**Saved data entries**
=== Section Start ===

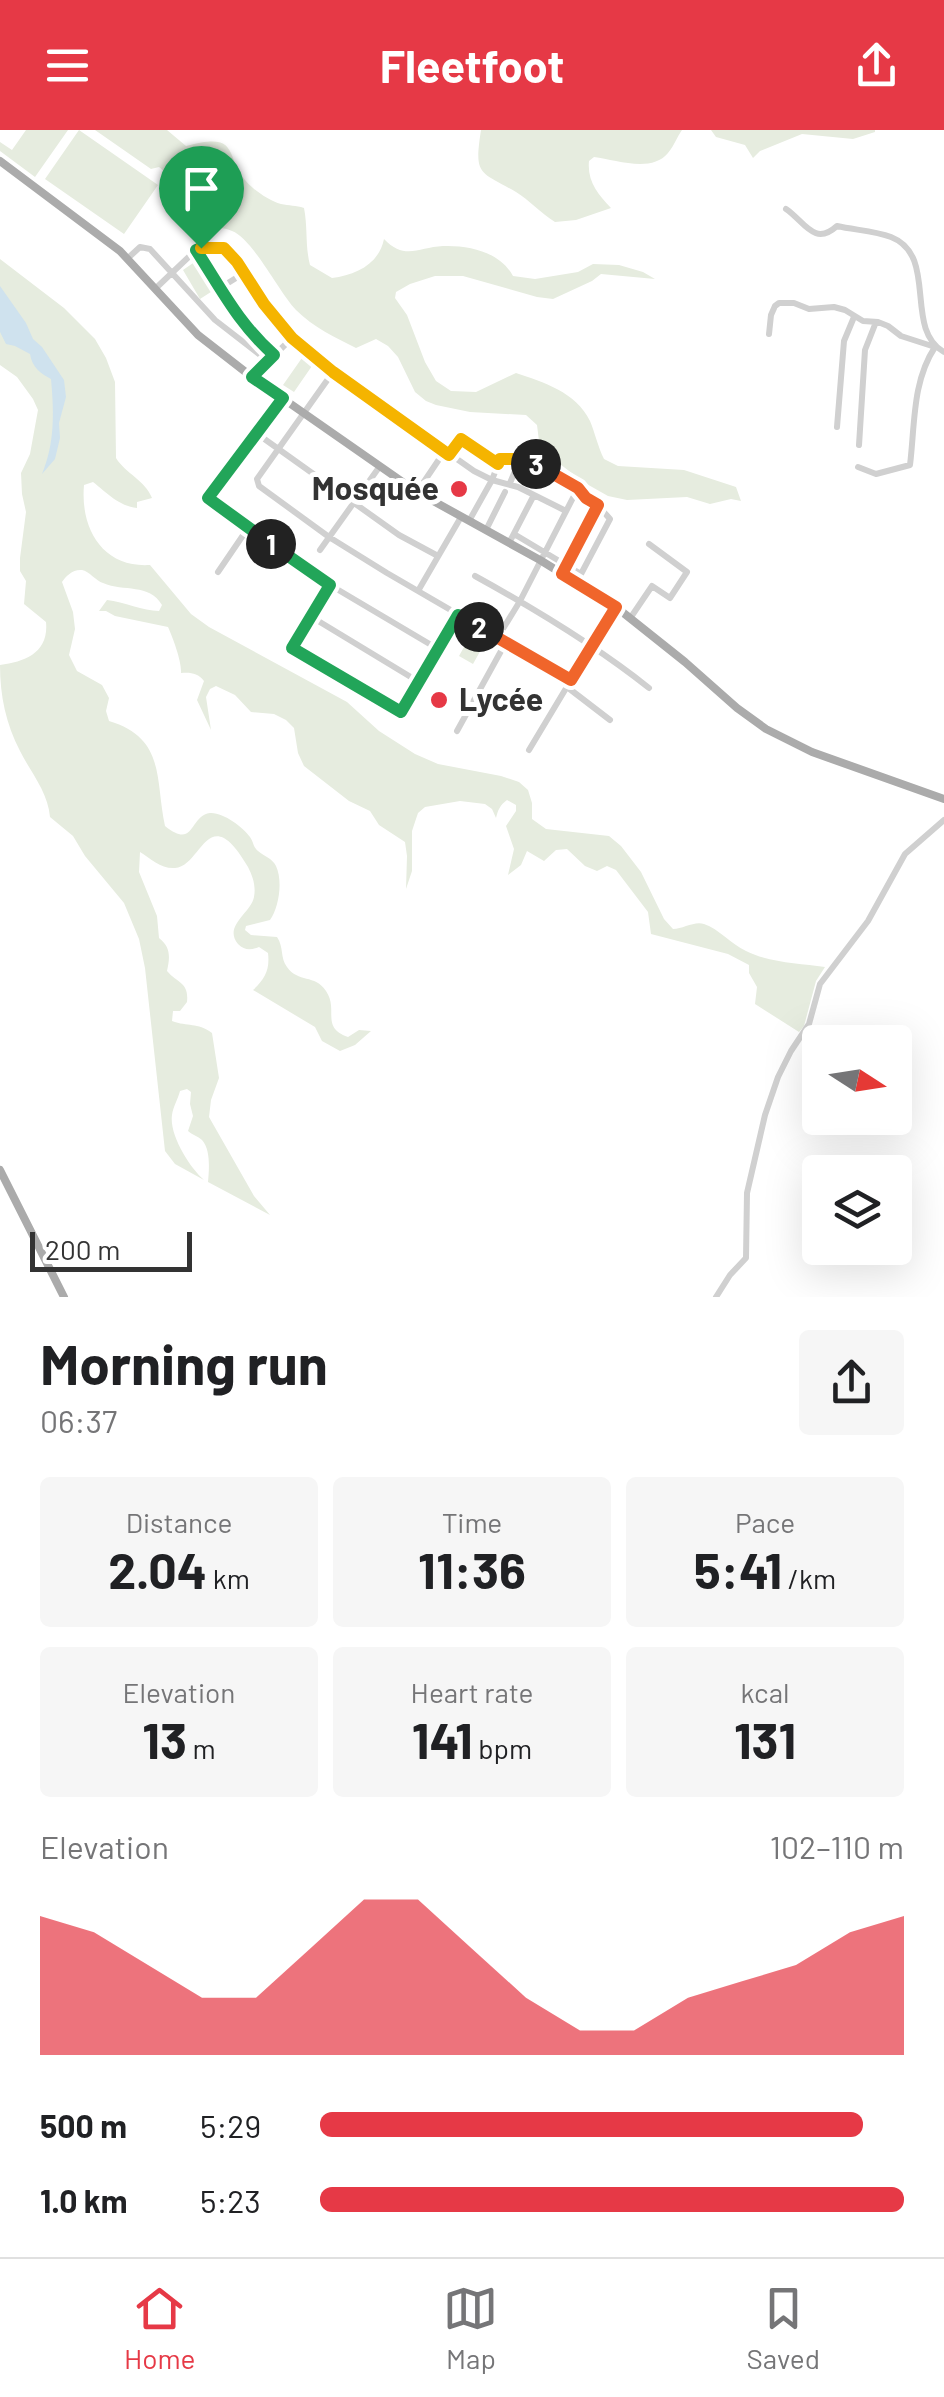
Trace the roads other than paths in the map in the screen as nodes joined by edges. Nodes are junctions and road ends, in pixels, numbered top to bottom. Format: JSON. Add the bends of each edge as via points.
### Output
{"nodes":[{"id":1,"x":0,"y":161,"type":"edge"},
{"id":2,"x":786,"y":210,"type":"dead end"},
{"id":3,"x":196,"y":250,"type":"junction"},
{"id":4,"x":128,"y":259,"type":"junction"},
{"id":5,"x":172,"y":273,"type":"junction"},
{"id":6,"x":244,"y":273,"type":"junction"},
{"id":7,"x":220,"y":288,"type":"junction"},
{"id":8,"x":156,"y":289,"type":"junction"},
{"id":9,"x":854,"y":317,"type":"junction"},
{"id":10,"x":876,"y":322,"type":"junction"},
{"id":11,"x":769,"y":334,"type":"dead end"},
{"id":12,"x":292,"y":338,"type":"junction"},
{"id":13,"x":935,"y":347,"type":"junction"},
{"id":14,"x":944,"y":352,"type":"edge"},
{"id":15,"x":271,"y":358,"type":"junction"},
{"id":16,"x":333,"y":372,"type":"junction"},
{"id":17,"x":252,"y":377,"type":"junction"},
{"id":18,"x":283,"y":398,"type":"junction"},
{"id":19,"x":303,"y":413,"type":"junction"},
{"id":20,"x":837,"y":427,"type":"dead end"},
{"id":21,"x":256,"y":433,"type":"junction"},
{"id":22,"x":860,"y":444,"type":"dead end"},
{"id":23,"x":277,"y":448,"type":"junction"},
{"id":24,"x":447,"y":453,"type":"junction"},
{"id":25,"x":520,"y":459,"type":"junction"},
{"id":26,"x":498,"y":464,"type":"junction"},
{"id":27,"x":380,"y":466,"type":"junction"},
{"id":28,"x":858,"y":468,"type":"dead end"},
{"id":29,"x":492,"y":480,"type":"junction"},
{"id":30,"x":510,"y":483,"type":"junction"},
{"id":31,"x":578,"y":488,"type":"junction"},
{"id":32,"x":417,"y":492,"type":"junction"},
{"id":33,"x":505,"y":492,"type":"dead end"},
{"id":34,"x":534,"y":495,"type":"junction"},
{"id":35,"x":353,"y":504,"type":"junction"},
{"id":36,"x":598,"y":505,"type":"junction"},
{"id":37,"x":566,"y":511,"type":"junction"},
{"id":38,"x":465,"y":519,"type":"junction"},
{"id":39,"x":248,"y":528,"type":"junction"},
{"id":40,"x":486,"y":530,"type":"junction"},
{"id":41,"x":329,"y":537,"type":"junction"},
{"id":42,"x":512,"y":539,"type":"junction"},
{"id":43,"x":649,"y":544,"type":"dead end"},
{"id":44,"x":320,"y":550,"type":"dead end"},
{"id":45,"x":438,"y":556,"type":"junction"},
{"id":46,"x":543,"y":556,"type":"junction"},
{"id":47,"x":564,"y":569,"type":"junction"},
{"id":48,"x":218,"y":572,"type":"dead end"},
{"id":49,"x":475,"y":576,"type":"dead end"},
{"id":50,"x":330,"y":585,"type":"junction"},
{"id":51,"x":418,"y":592,"type":"junction"},
{"id":52,"x":520,"y":601,"type":"junction"},
{"id":53,"x":616,"y":607,"type":"junction"},
{"id":54,"x":458,"y":615,"type":"junction"},
{"id":55,"x":310,"y":616,"type":"junction"},
{"id":56,"x":630,"y":617,"type":"junction"},
{"id":57,"x":498,"y":637,"type":"junction"},
{"id":58,"x":506,"y":642,"type":"junction"},
{"id":59,"x":592,"y":646,"type":"junction"},
{"id":60,"x":438,"y":650,"type":"junction"},
{"id":61,"x":419,"y":682,"type":"junction"},
{"id":62,"x":569,"y":683,"type":"junction"},
{"id":63,"x":649,"y":688,"type":"dead end"},
{"id":64,"x":610,"y":720,"type":"dead end"},
{"id":65,"x":457,"y":731,"type":"dead end"},
{"id":66,"x":529,"y":750,"type":"dead end"},
{"id":67,"x":944,"y":799,"type":"edge"},
{"id":68,"x":944,"y":820,"type":"edge"},
{"id":69,"x":0,"y":1170,"type":"edge"},
{"id":70,"x":64,"y":1297,"type":"edge"},
{"id":71,"x":716,"y":1297,"type":"edge"}],
"edges":[{"from":1,"to":4,"type":"main road"},
{"from":2,"to":13,"type":"street","via":[[814,234],[837,226],[905,246]]},
{"from":3,"to":5,"type":"street"},
{"from":3,"to":6,"type":"street","via":[[224,248]]},
{"from":3,"to":7,"type":"street"},
{"from":4,"to":5,"type":"street","via":[[140,248],[150,249]]},
{"from":4,"to":8,"type":"main road"},
{"from":5,"to":8,"type":"street"},
{"from":5,"to":15,"type":"street","via":[[215,320]]},
{"from":6,"to":7,"type":"street"},
{"from":6,"to":12,"type":"street"},
{"from":7,"to":15,"type":"street"},
{"from":8,"to":17,"type":"main road","via":[[198,335]]},
{"from":9,"to":10,"type":"street"},
{"from":9,"to":11,"type":"street","via":[[834,307],[779,303]]},
{"from":9,"to":20,"type":"street","via":[[844,341]]},
{"from":10,"to":13,"type":"street"},
{"from":10,"to":22,"type":"street","via":[[865,350]]},
{"from":12,"to":15,"type":"street"},
{"from":12,"to":16,"type":"street"},
{"from":13,"to":14,"type":"street"},
{"from":13,"to":28,"type":"street","via":[[920,378],[910,465],[876,474]]},
{"from":15,"to":17,"type":"street"},
{"from":16,"to":19,"type":"street"},
{"from":16,"to":24,"type":"street"},
{"from":17,"to":18,"type":"main road"},
{"from":18,"to":19,"type":"main road"},
{"from":18,"to":21,"type":"street"},
{"from":19,"to":23,"type":"street"},
{"from":19,"to":27,"type":"main road"},
{"from":21,"to":23,"type":"street"},
{"from":21,"to":39,"type":"street","via":[[208,498]]},
{"from":23,"to":35,"type":"street"},
{"from":23,"to":41,"type":"street","via":[[257,478],[259,486]]},
{"from":24,"to":26,"type":"street","via":[[461,439]]},
{"from":24,"to":29,"type":"street"},
{"from":24,"to":32,"type":"street"},
{"from":25,"to":26,"type":"street"},
{"from":25,"to":30,"type":"street"},
{"from":25,"to":31,"type":"street"},
{"from":26,"to":29,"type":"street"},
{"from":27,"to":32,"type":"main road"},
{"from":27,"to":35,"type":"street"},
{"from":29,"to":30,"type":"street"},
{"from":29,"to":38,"type":"street"},
{"from":30,"to":34,"type":"street"},
{"from":31,"to":36,"type":"street"},
{"from":31,"to":37,"type":"street"},
{"from":32,"to":38,"type":"main road"},
{"from":33,"to":40,"type":"street"},
{"from":34,"to":37,"type":"street"},
{"from":34,"to":42,"type":"street"},
{"from":35,"to":41,"type":"street"},
{"from":35,"to":45,"type":"street"},
{"from":36,"to":47,"type":"street"},
{"from":36,"to":47,"type":"street","via":[[610,518],[581,574]]},
{"from":37,"to":46,"type":"street"},
{"from":38,"to":40,"type":"main road"},
{"from":38,"to":45,"type":"street"},
{"from":39,"to":48,"type":"street"},
{"from":39,"to":50,"type":"street"},
{"from":40,"to":42,"type":"main road"},
{"from":41,"to":44,"type":"street"},
{"from":41,"to":51,"type":"street"},
{"from":42,"to":46,"type":"main road"},
{"from":43,"to":56,"type":"street","via":[[687,572],[670,598],[652,586]]},
{"from":45,"to":51,"type":"street"},
{"from":46,"to":47,"type":"main road"},
{"from":46,"to":52,"type":"street"},
{"from":47,"to":53,"type":"main road"},
{"from":49,"to":52,"type":"street"},
{"from":50,"to":55,"type":"street"},
{"from":50,"to":60,"type":"street"},
{"from":51,"to":54,"type":"street"},
{"from":52,"to":57,"type":"street"},
{"from":52,"to":59,"type":"street"},
{"from":53,"to":56,"type":"main road"},
{"from":53,"to":59,"type":"street"},
{"from":54,"to":57,"type":"street"},
{"from":54,"to":60,"type":"street"},
{"from":55,"to":61,"type":"street"},
{"from":55,"to":61,"type":"street","via":[[294,650],[401,712]]},
{"from":56,"to":67,"type":"main road","via":[[766,729]]},
{"from":57,"to":58,"type":"street"},
{"from":58,"to":62,"type":"street"},
{"from":58,"to":65,"type":"street"},
{"from":59,"to":62,"type":"street"},
{"from":59,"to":63,"type":"street"},
{"from":60,"to":61,"type":"street"},
{"from":62,"to":64,"type":"street"},
{"from":62,"to":66,"type":"street"},
{"from":68,"to":71,"type":"street","via":[[905,854],[868,921],[820,984],[809,1024],[784,1062],[765,1116],[747,1193],[746,1258]]},
{"from":69,"to":70,"type":"main road"}]}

=== Section End ===

**Exercise brief**
Copy each line in the data that holds the word "edges".

**Task solution**
Trace the roads other than paths in the map in the screen as nodes joined by edges. Nodes are junctions and road ends, in pixels, numbered top to bottom. Format: JSON. Add the bends of each edge as via points.
"edges":[{"from":1,"to":4,"type":"main road"},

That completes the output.